▶ _Stored items_:
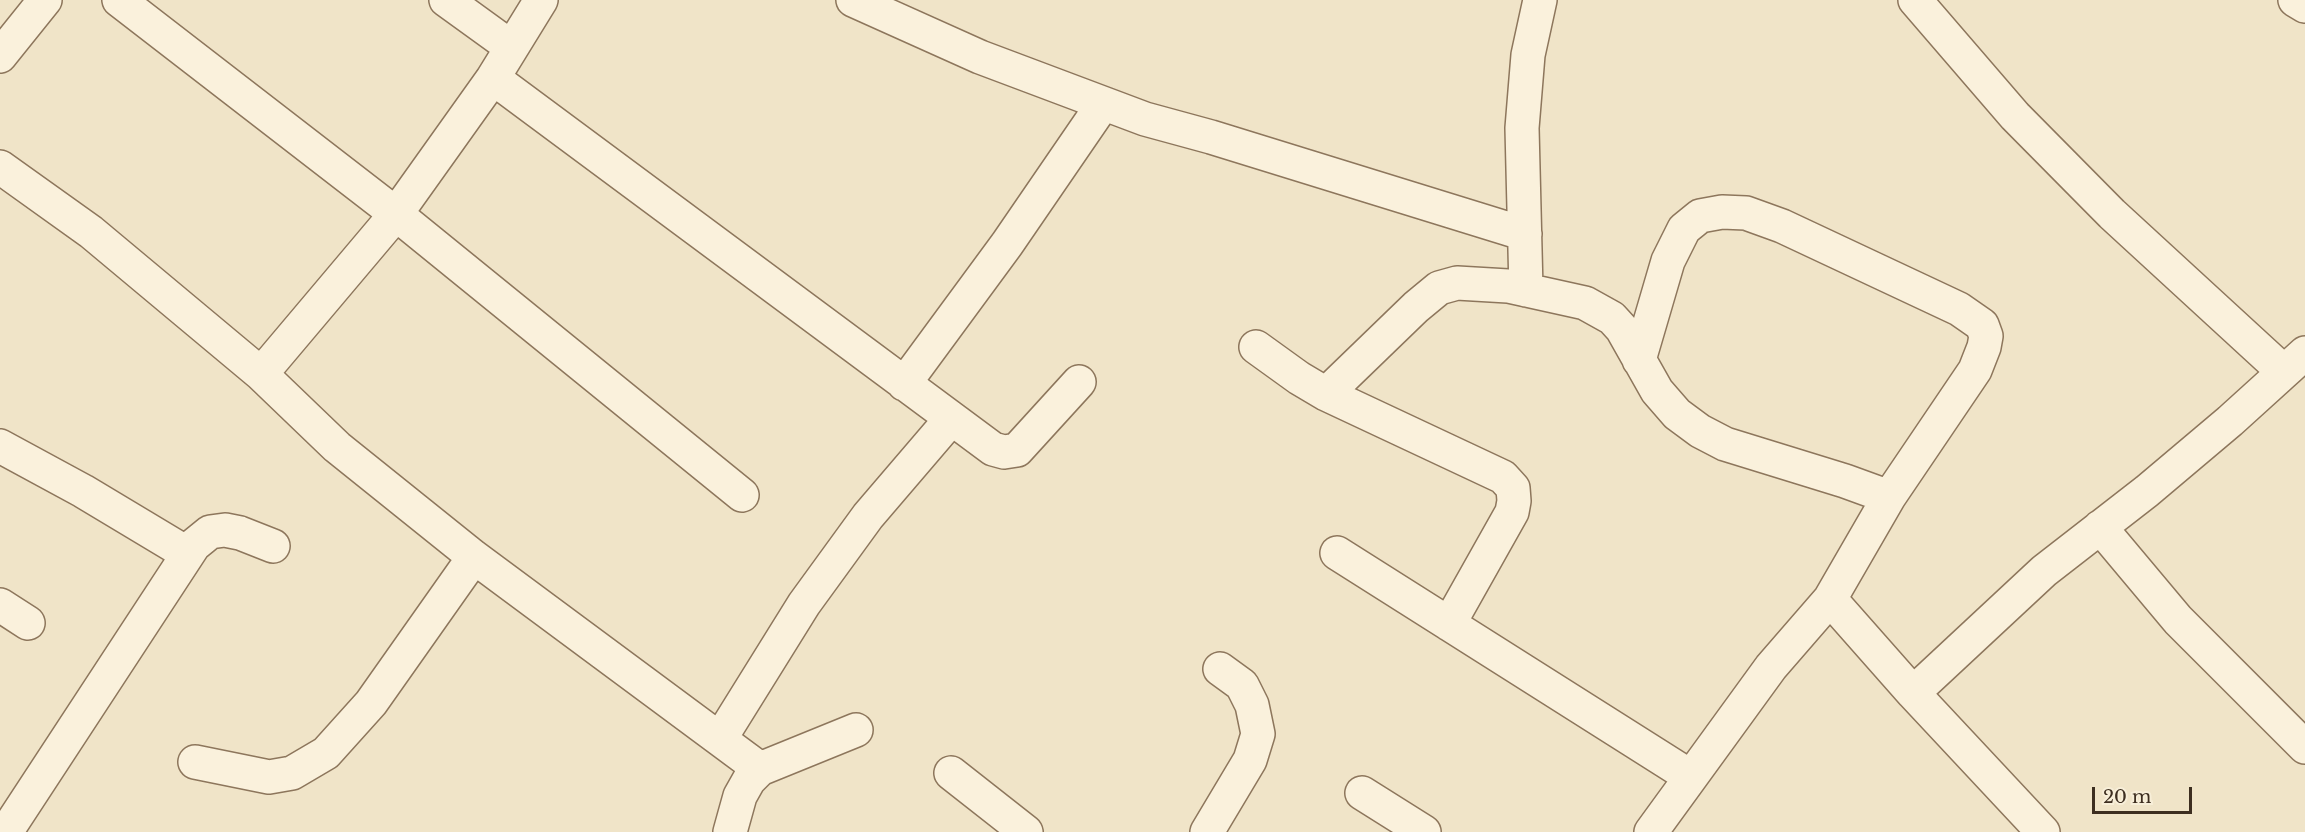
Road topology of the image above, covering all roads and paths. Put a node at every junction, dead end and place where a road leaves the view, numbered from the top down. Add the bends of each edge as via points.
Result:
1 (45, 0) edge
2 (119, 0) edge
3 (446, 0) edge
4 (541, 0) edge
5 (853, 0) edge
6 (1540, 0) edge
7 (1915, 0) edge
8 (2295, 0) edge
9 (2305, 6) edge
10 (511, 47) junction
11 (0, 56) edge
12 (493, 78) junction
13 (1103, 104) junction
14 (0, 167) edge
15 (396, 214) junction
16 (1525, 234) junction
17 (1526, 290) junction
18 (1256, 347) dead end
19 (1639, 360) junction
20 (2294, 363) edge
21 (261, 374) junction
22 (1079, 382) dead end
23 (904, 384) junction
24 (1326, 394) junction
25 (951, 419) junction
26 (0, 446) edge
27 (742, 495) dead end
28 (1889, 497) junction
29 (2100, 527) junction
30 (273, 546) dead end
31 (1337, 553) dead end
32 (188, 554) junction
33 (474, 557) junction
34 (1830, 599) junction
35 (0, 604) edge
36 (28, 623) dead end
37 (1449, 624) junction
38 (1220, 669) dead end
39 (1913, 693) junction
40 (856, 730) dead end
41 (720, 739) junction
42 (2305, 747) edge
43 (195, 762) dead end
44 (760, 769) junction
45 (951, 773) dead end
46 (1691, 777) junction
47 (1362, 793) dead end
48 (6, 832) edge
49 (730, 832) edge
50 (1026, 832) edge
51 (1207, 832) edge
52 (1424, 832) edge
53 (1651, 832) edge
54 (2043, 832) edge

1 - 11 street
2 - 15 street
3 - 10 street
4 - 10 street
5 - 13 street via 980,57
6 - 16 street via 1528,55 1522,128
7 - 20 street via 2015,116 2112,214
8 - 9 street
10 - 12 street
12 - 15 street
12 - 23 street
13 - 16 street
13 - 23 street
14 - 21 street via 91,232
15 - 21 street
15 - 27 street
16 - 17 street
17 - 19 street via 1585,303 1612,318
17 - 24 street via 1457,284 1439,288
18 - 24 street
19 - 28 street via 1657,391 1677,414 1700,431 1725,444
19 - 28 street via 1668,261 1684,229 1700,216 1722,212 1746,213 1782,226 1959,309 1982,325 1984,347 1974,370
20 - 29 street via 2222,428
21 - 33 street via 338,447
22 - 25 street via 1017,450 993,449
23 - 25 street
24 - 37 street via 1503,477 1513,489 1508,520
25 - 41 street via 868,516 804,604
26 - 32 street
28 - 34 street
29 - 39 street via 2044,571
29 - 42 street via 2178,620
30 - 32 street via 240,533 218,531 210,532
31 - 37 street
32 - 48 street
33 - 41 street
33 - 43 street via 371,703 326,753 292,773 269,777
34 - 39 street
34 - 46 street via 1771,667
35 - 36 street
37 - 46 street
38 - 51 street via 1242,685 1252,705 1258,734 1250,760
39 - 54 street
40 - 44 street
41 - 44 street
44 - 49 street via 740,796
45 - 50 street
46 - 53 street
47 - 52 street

▶ _TASK PROMPT_:
No pictures belong in the copy. Transcribe every entry exactly.

▶ _ANSWER BOX_:
Road topology of the image above, covering all roads and paths. Put a node at every junction, dead end and place where a road leaves the view, numbered from the top down. Add the bends of each edge as via points.
Result:
1 (45, 0) edge
2 (119, 0) edge
3 (446, 0) edge
4 (541, 0) edge
5 (853, 0) edge
6 (1540, 0) edge
7 (1915, 0) edge
8 (2295, 0) edge
9 (2305, 6) edge
10 (511, 47) junction
11 (0, 56) edge
12 (493, 78) junction
13 (1103, 104) junction
14 (0, 167) edge
15 (396, 214) junction
16 (1525, 234) junction
17 (1526, 290) junction
18 (1256, 347) dead end
19 (1639, 360) junction
20 (2294, 363) edge
21 (261, 374) junction
22 (1079, 382) dead end
23 (904, 384) junction
24 (1326, 394) junction
25 (951, 419) junction
26 (0, 446) edge
27 (742, 495) dead end
28 (1889, 497) junction
29 (2100, 527) junction
30 (273, 546) dead end
31 (1337, 553) dead end
32 (188, 554) junction
33 (474, 557) junction
34 (1830, 599) junction
35 (0, 604) edge
36 (28, 623) dead end
37 (1449, 624) junction
38 (1220, 669) dead end
39 (1913, 693) junction
40 (856, 730) dead end
41 (720, 739) junction
42 (2305, 747) edge
43 (195, 762) dead end
44 (760, 769) junction
45 (951, 773) dead end
46 (1691, 777) junction
47 (1362, 793) dead end
48 (6, 832) edge
49 (730, 832) edge
50 (1026, 832) edge
51 (1207, 832) edge
52 (1424, 832) edge
53 (1651, 832) edge
54 (2043, 832) edge

1 - 11 street
2 - 15 street
3 - 10 street
4 - 10 street
5 - 13 street via 980,57
6 - 16 street via 1528,55 1522,128
7 - 20 street via 2015,116 2112,214
8 - 9 street
10 - 12 street
12 - 15 street
12 - 23 street
13 - 16 street
13 - 23 street
14 - 21 street via 91,232
15 - 21 street
15 - 27 street
16 - 17 street
17 - 19 street via 1585,303 1612,318
17 - 24 street via 1457,284 1439,288
18 - 24 street
19 - 28 street via 1657,391 1677,414 1700,431 1725,444
19 - 28 street via 1668,261 1684,229 1700,216 1722,212 1746,213 1782,226 1959,309 1982,325 1984,347 1974,370
20 - 29 street via 2222,428
21 - 33 street via 338,447
22 - 25 street via 1017,450 993,449
23 - 25 street
24 - 37 street via 1503,477 1513,489 1508,520
25 - 41 street via 868,516 804,604
26 - 32 street
28 - 34 street
29 - 39 street via 2044,571
29 - 42 street via 2178,620
30 - 32 street via 240,533 218,531 210,532
31 - 37 street
32 - 48 street
33 - 41 street
33 - 43 street via 371,703 326,753 292,773 269,777
34 - 39 street
34 - 46 street via 1771,667
35 - 36 street
37 - 46 street
38 - 51 street via 1242,685 1252,705 1258,734 1250,760
39 - 54 street
40 - 44 street
41 - 44 street
44 - 49 street via 740,796
45 - 50 street
46 - 53 street
47 - 52 street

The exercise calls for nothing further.